It is now convenient to switch to a different representation of an
ellipsoid. An ellipsoid $\eE(A,a)$ is the set  $\eE(A,a) = \{ x \in \setR^n \mid
(x-a)^TA^{-1}(x-a)\leq 1\}$, where $A \in \setR^{n\times n}$ is a symmetric positive
definite matrix and $a\in \setR^n$ is a vector, called the 
\emph{center} of the ellipsoid.  Consider the half-ellipsoid
$\eE(A,a) \cap (c^Tx\leq c^Ta)$.

Our goal is a similar lemma as the half-ball-lemma for ellipsoids.
Geometrically it is clear that each half-ellipsoid $\eE(A,a) \cap
(c^Tx\leq c^Ta)$ must be contained in another ellipsoid $\eE(A',b')$
with $\vol(\eE(A',a'))/ \vol(\eE(A,a))\leq e^{-1/(2n)}$.  More precisely
this follows from the fact that the half-ellipsoid is the image of the
half-ball under a linear transformation. Therefore the image of the
ellipsoid $E$ under the same transformation contains the
half-ellipsoid.  Also, the volume-ratio of the two ellipsoids is
invariant under a linear transformation.


We now record the formula for the ellipsoid $\eE'(A',a')$. 
It is defined by 
\begin{eqnarray}
  \label{el:eq:20}
  a' &  = & a - \frac{1}{n+1}b \\
  A' & = & \frac{n^2}{n^2-1}\left( A - \frac{2}{n+1}b\, b^T   \right),
\end{eqnarray}
where $b$ is the vector $b = A\, c/ \sqrt{c^TA\,c} $.  
The proof of the correctness of this formula  can be found
in~\cite{GroetschelLovaszSchrijver88}.  
\begin{lemma}[Half-Ellipsoid-Theorem]
  \label{el:thr:20}
  The half-ellipsoid $\eE(A,b) \cap (c^Tx\leq c^Ta)$ is contained in the
  ellipsoid $\eE'(A',a')$ and one has $\vol(\eE')/
  \vol(\eE)\leq e^{-1/(2n)}$. 
\end{lemma}



%\begin{proof}
%  If $c^T$ is the vector $(-1,0,\ldots,0)$, and $a=0$, then 
%  \begin{eqnarray*}
%    b & = & (-1,0,\ldots,0)\\
%    a' &=& a - \frac{1}{n+1}b = (1/(n+1),0,\ldots,0)^T\\
%    A' &=& \diag\left(\frac{n^2}{(n+1)^2},\frac{n^2}{n^2-1}
%      ,\ldots,\frac{n^2}{n^2-1}\right) 
%  \end{eqnarray*}
%  and thus the assertion follows from Lemma~\ref{el:lem:12}.
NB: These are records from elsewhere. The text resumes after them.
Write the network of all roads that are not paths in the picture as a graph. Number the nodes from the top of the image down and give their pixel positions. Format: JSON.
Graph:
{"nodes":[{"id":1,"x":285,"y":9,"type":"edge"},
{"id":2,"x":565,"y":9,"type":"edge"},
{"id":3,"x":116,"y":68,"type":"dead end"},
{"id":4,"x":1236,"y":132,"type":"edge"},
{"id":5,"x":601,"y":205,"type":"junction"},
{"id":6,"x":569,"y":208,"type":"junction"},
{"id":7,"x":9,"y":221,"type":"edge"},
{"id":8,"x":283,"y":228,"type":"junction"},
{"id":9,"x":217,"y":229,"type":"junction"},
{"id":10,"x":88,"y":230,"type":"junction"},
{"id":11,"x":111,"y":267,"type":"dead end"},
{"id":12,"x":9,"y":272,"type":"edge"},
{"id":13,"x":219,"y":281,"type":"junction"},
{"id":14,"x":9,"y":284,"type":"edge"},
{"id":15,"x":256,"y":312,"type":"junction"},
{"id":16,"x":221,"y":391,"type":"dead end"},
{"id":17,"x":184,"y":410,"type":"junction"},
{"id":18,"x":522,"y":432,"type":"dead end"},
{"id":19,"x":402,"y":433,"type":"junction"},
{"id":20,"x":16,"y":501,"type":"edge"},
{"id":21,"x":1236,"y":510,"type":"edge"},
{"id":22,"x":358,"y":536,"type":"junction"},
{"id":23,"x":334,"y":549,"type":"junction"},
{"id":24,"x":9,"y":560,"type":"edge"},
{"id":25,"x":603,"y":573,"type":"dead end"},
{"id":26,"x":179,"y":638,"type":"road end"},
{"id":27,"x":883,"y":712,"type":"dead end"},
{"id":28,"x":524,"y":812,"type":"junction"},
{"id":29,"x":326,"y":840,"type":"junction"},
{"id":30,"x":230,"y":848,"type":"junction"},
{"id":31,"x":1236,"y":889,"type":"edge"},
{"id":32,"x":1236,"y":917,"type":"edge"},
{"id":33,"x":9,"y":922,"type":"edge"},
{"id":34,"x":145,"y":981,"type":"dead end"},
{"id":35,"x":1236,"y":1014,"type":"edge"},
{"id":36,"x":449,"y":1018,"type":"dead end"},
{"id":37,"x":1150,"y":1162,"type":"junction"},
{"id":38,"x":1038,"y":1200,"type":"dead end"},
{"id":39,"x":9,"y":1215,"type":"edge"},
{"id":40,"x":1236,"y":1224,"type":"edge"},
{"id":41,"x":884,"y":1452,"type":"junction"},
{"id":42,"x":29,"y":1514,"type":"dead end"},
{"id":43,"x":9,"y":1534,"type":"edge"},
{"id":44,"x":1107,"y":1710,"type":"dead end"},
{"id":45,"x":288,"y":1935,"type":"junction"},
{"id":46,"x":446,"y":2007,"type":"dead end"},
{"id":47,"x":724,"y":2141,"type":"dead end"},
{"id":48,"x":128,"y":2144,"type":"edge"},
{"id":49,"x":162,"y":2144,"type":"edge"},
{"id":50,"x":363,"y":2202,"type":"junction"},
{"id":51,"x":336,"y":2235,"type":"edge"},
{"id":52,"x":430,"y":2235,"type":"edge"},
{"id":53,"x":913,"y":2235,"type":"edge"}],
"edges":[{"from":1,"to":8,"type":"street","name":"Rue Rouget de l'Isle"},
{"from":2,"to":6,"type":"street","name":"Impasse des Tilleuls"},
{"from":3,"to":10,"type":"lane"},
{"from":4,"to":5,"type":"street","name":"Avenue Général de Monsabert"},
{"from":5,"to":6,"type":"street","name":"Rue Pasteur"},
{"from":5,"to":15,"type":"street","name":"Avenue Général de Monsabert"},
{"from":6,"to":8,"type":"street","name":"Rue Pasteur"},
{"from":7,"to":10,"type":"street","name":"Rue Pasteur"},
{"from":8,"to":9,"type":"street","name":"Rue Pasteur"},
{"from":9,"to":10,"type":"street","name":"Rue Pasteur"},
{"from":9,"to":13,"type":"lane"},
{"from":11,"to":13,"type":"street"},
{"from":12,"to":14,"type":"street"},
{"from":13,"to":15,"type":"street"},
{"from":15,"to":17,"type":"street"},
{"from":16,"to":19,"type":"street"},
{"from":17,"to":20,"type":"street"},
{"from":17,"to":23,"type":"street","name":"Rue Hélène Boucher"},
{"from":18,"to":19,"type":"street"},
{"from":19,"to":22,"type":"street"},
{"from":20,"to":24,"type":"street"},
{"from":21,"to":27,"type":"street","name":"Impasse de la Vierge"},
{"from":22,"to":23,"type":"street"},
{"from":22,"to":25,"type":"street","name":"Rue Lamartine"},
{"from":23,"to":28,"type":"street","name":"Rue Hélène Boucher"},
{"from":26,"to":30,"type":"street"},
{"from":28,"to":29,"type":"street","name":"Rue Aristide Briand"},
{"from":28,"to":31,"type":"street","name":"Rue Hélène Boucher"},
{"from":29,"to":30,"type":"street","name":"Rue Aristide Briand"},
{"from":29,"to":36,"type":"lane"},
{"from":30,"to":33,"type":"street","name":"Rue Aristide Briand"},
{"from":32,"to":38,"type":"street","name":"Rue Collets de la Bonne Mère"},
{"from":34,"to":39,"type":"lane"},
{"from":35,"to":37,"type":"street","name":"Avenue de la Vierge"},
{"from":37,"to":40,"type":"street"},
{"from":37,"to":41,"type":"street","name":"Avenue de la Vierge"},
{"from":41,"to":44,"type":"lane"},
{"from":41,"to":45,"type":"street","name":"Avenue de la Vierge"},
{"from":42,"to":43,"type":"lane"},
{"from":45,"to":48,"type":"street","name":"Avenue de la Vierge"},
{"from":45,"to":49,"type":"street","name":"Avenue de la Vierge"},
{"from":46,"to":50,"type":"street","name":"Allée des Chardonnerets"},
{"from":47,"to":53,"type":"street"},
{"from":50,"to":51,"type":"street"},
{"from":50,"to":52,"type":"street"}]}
%  We now denote the matrix
%  $\diag\left(\frac{n^2}{(n+1)^2},\frac{n^2}{n^2-1}
%    ,\ldots,\frac{n^2}{n^2-1}\right)$ by $D$ and the vector
%  $(1/(n+1),0,\ldots,0)^T$ by $d$.
% To this end, recall the notation from above, where $B$ denotes the
% unit ball and $E$ denotes the ellipsoid $\eE(D,d)$ which contains
% the half-ball $B \cap (x(1)\geq0)$.  

% Let $\eE(A,a)$ be any ellipsoid and let $\eE'(A',a')$ be the
% ellipsoid defined by~\eqref{el:eq:20} above. The matrix $A$ is
% positive definite and thus can be factored into $A = F^TF$
% Clearly there exists a \emph{rotation} or orthonormal matrix $Q$
% which maps $Fc$ to a positive multiple of $(-1,0,\ldots,0)^T$, i.e., with
%\begin{equation}
%  \label{el:eq:21}
%  (-1,0,\ldots,0)^T = Q F c/ \|Q F c\|. 
%\end{equation}
%The function
%\begin{equation}
%  \label{el:eq:22}
%  T(x) =  F Q^T x +a, 
%\end{equation}
%is a bijective affine transformation with
%$T^{-1}(x)=QF^{-1}(x-a)$.  
%One has
%\begin{eqnarray*}
%  T(B) & = & \{ T(y) \mid y^Ty\leq1\} \\
%       & = & \{ x \mid (T^{-1}(x))^T(T^{-1}(x))\leq1 \\
%       & = & \{ x \mid (x-a)^T (F^{-1})^TQQ^TF^{-1}\\
%       & = & \{ x \mid (x-a)^T A^{-1} (x-a)\leq1\}\\
%       & = & \eE.
%\end{eqnarray*}
%The image of $E$ under $T(x)$ is 
%\begin{eqnarray*}
% T(B) & = & \{ T(y) \mid (y-d)^TD^{-1} (y-d)\leq1\} \\
%       & = & \{ x \mid (T^{-1}(x)-d)^T D^{-1} (T^{-1}(y)-d)\leq1 \\
%       & = & \{ x \mid (x-d-a)^T (F^{-1})^TQDQ^TF^{-1}\\
%       & = & \{ x \mid (x-a)^T A^{-1} (x-a)\leq1\}\\
%       & = & \eE.
%\end{eqnarray*}
%\end{proof}

Before talking about the method, we give a useful definition.

\begin{definition}
   A polyhedron $P$ is full-dimensional if it has positive volume.
\end{definition}

\section{The method}
\label{el:sec:method}



Suppose  we know the following things of our polyhedron $P$. 
\begin{enumerate}[I)]
\item We have a number $L$ such that $\vol(P)\geq L$ if $P$ is
  full-dimensional.
\item We have an ellipsoid $\eE_{init}$ which contains $P$ if $P$ is
  bounded.
\end{enumerate}
The ellipsoid method is now easily described.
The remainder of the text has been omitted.